I don’t mind an early start but the fifth consecutive pre-7am departure was starting to feel like hard work. Especially for someone who in the real world has never had to get up for work at that sort of hour. It took half an hour to negotiate the truck around the extremely tight turning out of the campsite entrance. Fair play to Emma though as eighteen backstreet drivers chiming in would have done my head in!
The early start was worth it when the scenery through where we’d be trekking at the Valle de Coroca came into view. We started off by walking through some jungle, including three of those Indiana Jones-style bridges to negotiate. It was one person at a time over the bridges, which where a bit wobbly to put it mildly. I’ve seen so many films where one of the planks breaks, leaving someone dangling above a river, that I was almost waiting for that to happen. It didn’t. When we reached the top of the hill, unfortunately a mist had descended over the valley meaning that the view wasn’t the best. While it has lovely scenery, the Coroca Valley’s unique selling point, as they say in the marketing industry, is the Quindio Wax palm trees. These specimens are purportedly the tallest palm trees in the world and are the national tree of Colombia. What were initially silhouettes of palm trees became more clear as we descended into the valley. The guide pointed out the tallest palm tree in what he claimed to be the world (although maybe it was Colombia). He seemed slightly unsure which one it was while walking through a field full of 50 metre-plus palm trees, before eventually deciding upon the nice tall one that he was standing next to. We then had to retreat back up the slope in order to obtain the obligatory photograph.
We then stopped off at Salento, the town in which we camped outside last night. Salento’s a lovely colonial town containing lots of brightly painted buildings, numerous craft shops and a scenic square. It was a pity that it started to rain shortly after we arrived. The rain continued to get heavier and by the time we arrived at tonight and tomorrow’s campsite the place was waterlogged.

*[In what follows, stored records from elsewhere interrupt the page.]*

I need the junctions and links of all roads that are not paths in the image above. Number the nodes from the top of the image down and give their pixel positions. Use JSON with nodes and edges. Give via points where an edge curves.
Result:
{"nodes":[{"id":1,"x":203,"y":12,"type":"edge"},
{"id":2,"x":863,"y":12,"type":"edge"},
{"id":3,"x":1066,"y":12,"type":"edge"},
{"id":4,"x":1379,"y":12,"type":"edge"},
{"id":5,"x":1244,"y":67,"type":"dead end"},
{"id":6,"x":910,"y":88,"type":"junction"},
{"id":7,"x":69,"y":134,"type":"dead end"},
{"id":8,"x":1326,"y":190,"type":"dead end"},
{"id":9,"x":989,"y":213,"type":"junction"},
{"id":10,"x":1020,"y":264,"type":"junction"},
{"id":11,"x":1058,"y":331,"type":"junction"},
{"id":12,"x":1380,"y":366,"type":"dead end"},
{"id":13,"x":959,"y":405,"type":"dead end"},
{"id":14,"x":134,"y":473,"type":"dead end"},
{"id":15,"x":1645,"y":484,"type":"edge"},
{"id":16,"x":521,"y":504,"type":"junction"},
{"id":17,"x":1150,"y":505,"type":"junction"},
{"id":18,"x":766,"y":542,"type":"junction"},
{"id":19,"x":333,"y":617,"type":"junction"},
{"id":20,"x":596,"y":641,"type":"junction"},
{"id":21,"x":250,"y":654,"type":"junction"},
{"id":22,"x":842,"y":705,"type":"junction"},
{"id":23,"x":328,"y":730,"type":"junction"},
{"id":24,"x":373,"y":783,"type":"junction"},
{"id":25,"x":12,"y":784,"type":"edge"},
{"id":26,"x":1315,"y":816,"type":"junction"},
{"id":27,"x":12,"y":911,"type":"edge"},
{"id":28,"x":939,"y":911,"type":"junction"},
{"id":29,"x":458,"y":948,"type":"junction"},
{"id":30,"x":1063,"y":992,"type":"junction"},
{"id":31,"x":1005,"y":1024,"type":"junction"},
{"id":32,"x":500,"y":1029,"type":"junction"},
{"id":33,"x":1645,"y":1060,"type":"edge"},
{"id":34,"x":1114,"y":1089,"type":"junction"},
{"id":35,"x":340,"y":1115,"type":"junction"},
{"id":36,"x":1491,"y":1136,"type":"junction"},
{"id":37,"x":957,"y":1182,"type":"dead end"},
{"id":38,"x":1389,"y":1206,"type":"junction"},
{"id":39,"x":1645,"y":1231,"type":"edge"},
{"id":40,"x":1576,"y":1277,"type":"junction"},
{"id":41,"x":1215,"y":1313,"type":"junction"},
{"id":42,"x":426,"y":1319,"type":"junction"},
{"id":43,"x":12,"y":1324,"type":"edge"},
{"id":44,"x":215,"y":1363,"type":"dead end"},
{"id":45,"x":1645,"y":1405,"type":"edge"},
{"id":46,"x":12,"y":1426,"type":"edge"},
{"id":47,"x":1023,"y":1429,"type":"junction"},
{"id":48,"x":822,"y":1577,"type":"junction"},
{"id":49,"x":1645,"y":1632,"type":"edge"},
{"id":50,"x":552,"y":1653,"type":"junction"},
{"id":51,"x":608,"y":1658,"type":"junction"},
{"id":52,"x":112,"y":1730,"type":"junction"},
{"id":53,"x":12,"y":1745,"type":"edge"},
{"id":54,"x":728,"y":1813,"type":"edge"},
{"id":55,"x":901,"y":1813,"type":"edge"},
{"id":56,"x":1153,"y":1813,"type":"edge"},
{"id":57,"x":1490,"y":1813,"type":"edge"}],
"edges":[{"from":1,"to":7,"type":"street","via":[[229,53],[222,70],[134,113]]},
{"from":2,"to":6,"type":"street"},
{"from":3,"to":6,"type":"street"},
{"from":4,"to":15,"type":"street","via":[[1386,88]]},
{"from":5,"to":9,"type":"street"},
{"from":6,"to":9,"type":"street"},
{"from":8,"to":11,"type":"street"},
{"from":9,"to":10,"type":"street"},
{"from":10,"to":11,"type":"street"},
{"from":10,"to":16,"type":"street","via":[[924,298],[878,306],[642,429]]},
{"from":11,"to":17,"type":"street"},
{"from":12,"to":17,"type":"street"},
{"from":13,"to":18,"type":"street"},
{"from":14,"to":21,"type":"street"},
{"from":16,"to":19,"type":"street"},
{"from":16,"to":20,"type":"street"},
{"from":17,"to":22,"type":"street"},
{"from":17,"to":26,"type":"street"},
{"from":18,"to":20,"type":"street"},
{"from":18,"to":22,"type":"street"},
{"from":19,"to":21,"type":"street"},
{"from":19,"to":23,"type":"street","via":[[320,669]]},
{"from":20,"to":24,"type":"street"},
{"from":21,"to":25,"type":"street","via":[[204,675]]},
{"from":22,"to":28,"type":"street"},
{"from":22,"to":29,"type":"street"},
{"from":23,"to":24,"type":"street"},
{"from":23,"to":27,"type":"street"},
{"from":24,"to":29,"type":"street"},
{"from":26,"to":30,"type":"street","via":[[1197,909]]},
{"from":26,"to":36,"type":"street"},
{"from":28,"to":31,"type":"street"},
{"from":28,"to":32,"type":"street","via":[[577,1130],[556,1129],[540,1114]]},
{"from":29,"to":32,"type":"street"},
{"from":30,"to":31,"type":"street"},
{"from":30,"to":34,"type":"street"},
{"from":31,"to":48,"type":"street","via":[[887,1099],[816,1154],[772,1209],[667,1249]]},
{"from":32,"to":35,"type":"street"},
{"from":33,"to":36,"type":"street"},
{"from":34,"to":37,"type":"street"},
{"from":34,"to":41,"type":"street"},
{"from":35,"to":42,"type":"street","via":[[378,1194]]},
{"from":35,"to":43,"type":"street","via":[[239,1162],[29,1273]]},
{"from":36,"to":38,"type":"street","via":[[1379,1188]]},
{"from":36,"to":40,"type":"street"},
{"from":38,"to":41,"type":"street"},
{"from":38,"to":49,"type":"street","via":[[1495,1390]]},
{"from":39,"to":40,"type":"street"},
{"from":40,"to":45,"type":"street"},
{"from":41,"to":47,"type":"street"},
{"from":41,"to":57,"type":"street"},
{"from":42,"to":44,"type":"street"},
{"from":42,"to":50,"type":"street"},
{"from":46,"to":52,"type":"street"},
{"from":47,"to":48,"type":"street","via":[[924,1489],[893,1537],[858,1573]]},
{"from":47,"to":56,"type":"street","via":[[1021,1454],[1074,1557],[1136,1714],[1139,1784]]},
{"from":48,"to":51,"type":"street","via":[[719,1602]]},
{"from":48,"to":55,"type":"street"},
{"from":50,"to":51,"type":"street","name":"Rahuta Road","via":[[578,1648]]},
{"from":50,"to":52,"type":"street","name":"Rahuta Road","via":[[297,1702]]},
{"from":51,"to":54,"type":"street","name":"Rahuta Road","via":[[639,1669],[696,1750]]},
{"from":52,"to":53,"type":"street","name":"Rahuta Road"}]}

Thankfully the staff allowed us to sleep on an indoor floor, which with a mat and sleeping bag was considerably more desirable than being out in a tent.
The campsite provided an excellent BBQ. Eventually it even stopped raining and there was even some live entertainment with a band performing some Colombian classics, although there was no sign of any Shakira tunes. Everyone but about four people were dancing. Despite the singer frequently labelling us non-dancers as party poopers, there was no way that I would pander to a bit of bullying to dance. At one point during the evening two police officers turned up. They seemed to know the campsite staff so they probably weren’t on official business. One of the policemen even joined in with the dancing, while the other officer filmed his colleague on his phone. All this seemed a bit bizarre to me!